Seen today – with or without the annoying commentary track that is the big sell of this reissue – the film plays quite differently – not as a call to arms at all, but rather as a cockeyed Oedipal tragedy played largely for laughs, nevertheless maintaining the genre’s trademark elements of shame, sadness and anxiety.

 

Benjamin’s affair with family friend Mrs. Robinson, the sly, sultry, sad alcoholic, is not seen as a comically improbable reconciliation of the generations, nor as a mutual dissatisfaction with the emptiness of middle class life. It plays more simply and universally: as a search for that elusive romantic ideal, true and lasting love; from the get-go, Mrs. Robinson knows that Ben is not the answer, simply a temporary remedy, and vice-versa. Both also know that Mrs. Robinson’s daughter Elaine is not the solution for Ben either, though Ben deludes himself into thinking so as a means of eschewing the worst aspects of his character. The memorable last scene, of Ben and Elaine venturing into the future, was to end with a kiss; instead, of course, they simply stare uncertainly at one another, then just as uncertainly ahead. What was once a wide-eyed stare into the face of the unknown reads today as an equally terrified gaze into the eyes of Venus.

 

Stripped by time to its romantic comedy skeleton, the classic film fan starts to become aware of how much of the film resembles Billy Wilder’s The Apartment, which might, in part, have inspired it, with its young-old triangle and its scenes of the schleppy hero mistaken by all – from the Robinson family to the boys at the boarding house at which Ben stays to set things right with Elaine – for a heartless lothario. (The Heartbreak Kid, made a few years later – and remade just recently – comes to my mind, too, with its premise of impossible romantic pursuit.)

 

All of this, it should be said, did not escape the eyes of the wiser critics of the day, who were able to look into their crystal balls and intellectually separate the film from the zeitgeist.

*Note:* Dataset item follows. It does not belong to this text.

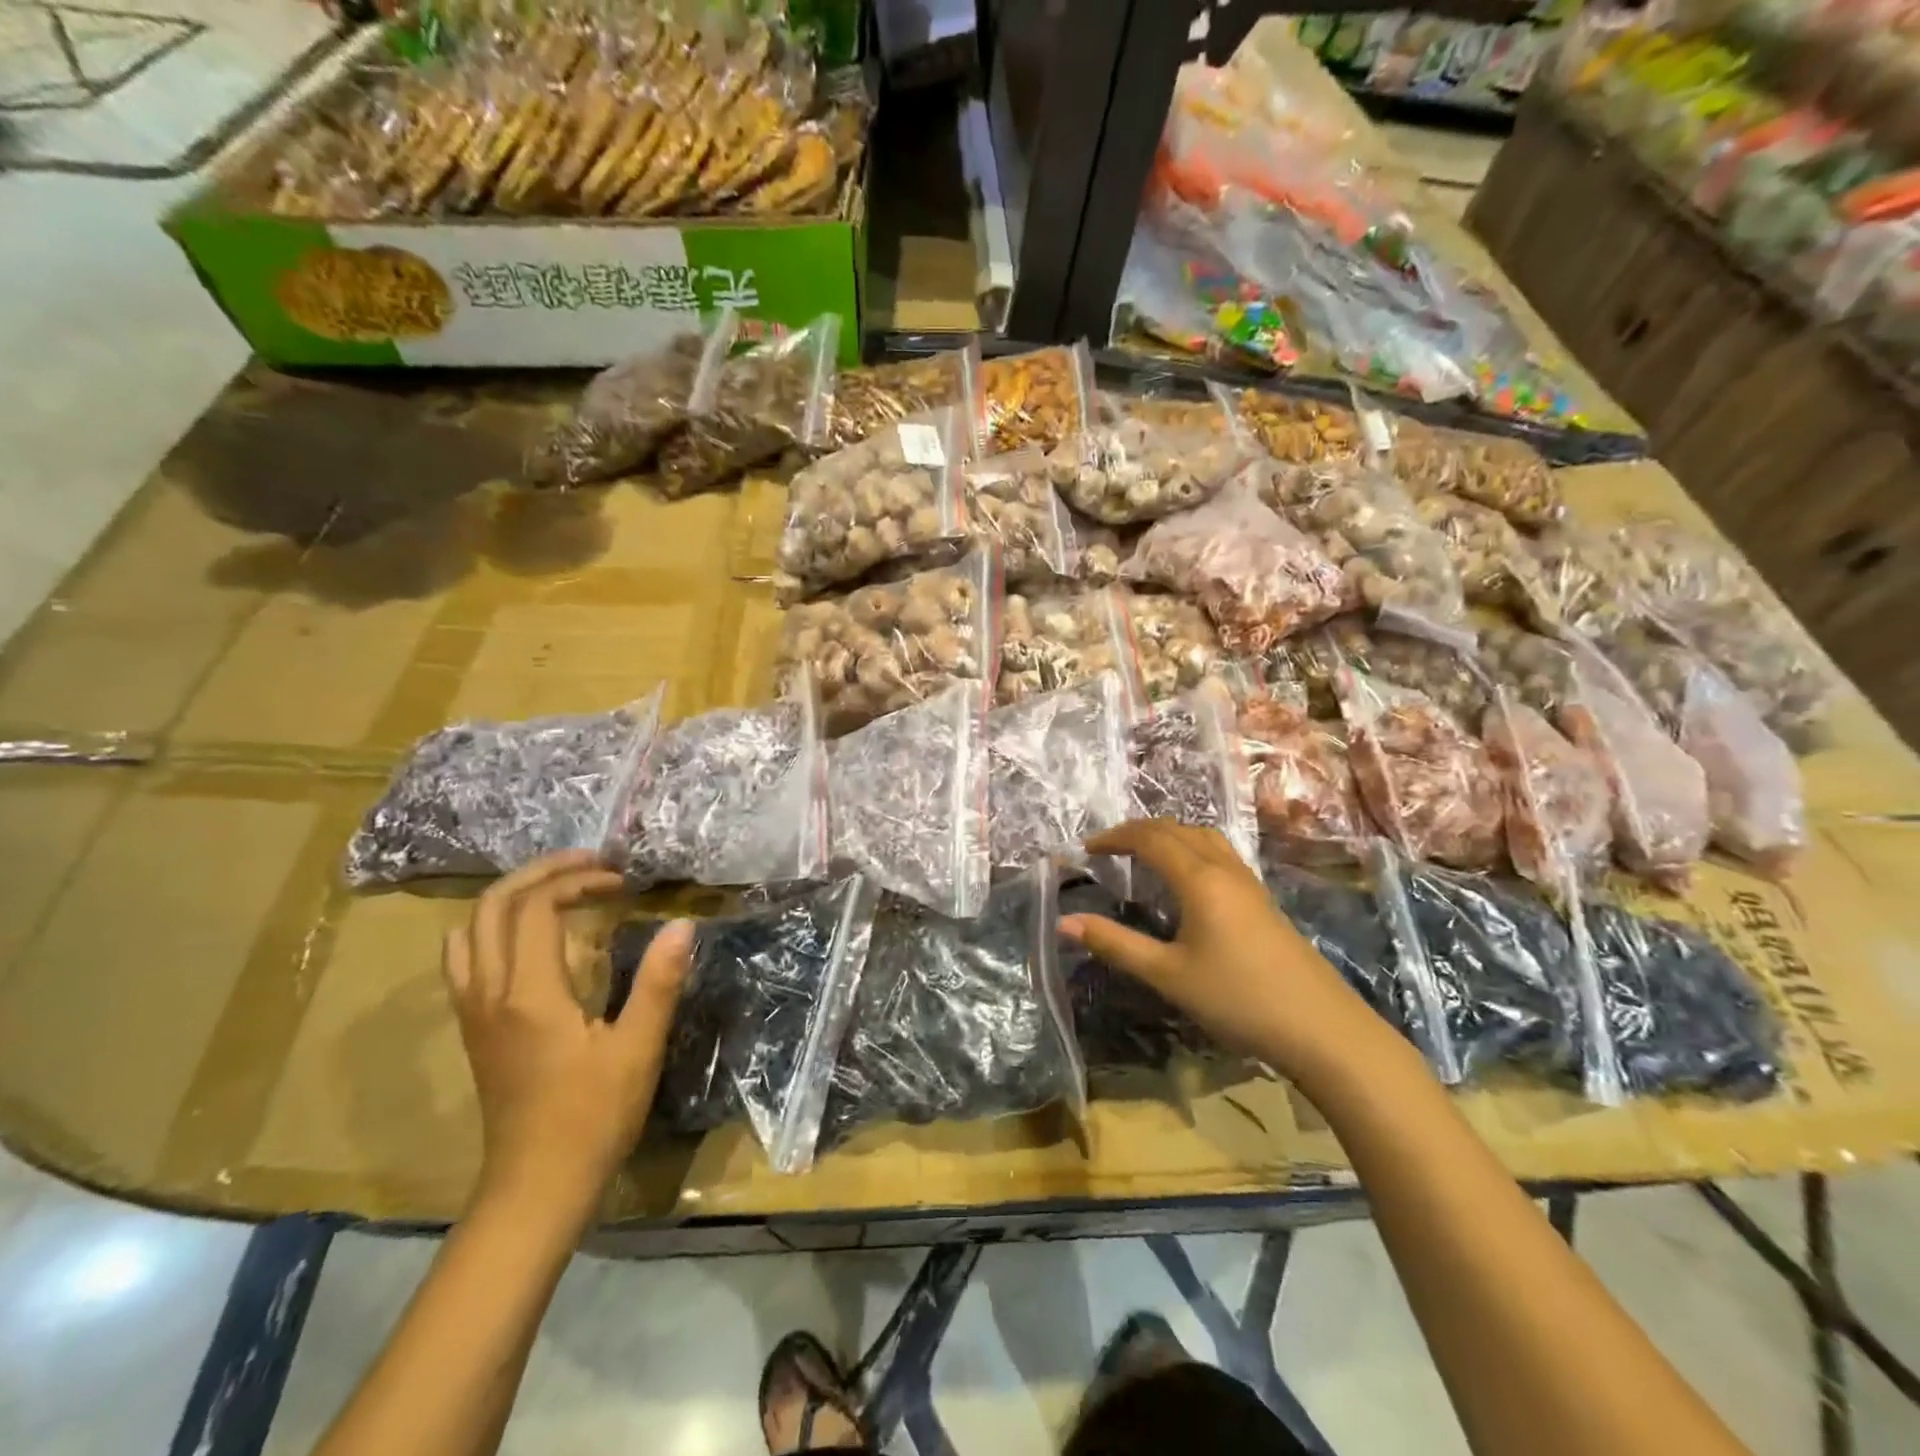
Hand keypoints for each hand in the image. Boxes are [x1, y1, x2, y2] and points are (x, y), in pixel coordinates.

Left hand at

At the time, director Mike Nichols was rapped on the knuckles for staging an unfair fight, failing to afford the world Ben was rebelling against sufficient screen time, thus putting the depth of the character’s dissatisfaction into question.

 

And indeed, today, the middle class that Ben finds himself at odds with, exemplified mostly by his parents, comes across as a happy, self-satisfied and generally harmless lot, hardly the types to inspire lasting detachment in anybody. Of course, I am writing in an age in which the Benjamin Braddocks of the world have grown up to be mirror images of their parents…were the Pauline Kaels of the world wise enough to see that?

If The Graduate still plays then, and it does, it’s not simply because its themes – the search for true love, the clash of generations – are destined to play in any age. It’s because, as it should be with any film, of the collective expertise of the filmmaking – from the sure-handed staging of the Nichols And May-style bedroom exchanges to the languid close-ups, rac focuses and dissolves of cinematographer Robert Surtees, whose work comes together with Simon and Garfunkel’s catchy, poetic score to create some of the best introspective sequences in the history of American cinema.

 

Whether it’s this fortieth anniversary re-issue you see, or the thirty-fifth that came out half a decade ago, or the forty-fifth and fiftieth anniversary versions that are sure to come, rent and enjoy The Graduate – not as the distant din of a decades old alarm-cry, but as an extremely well crafted romantic comedy.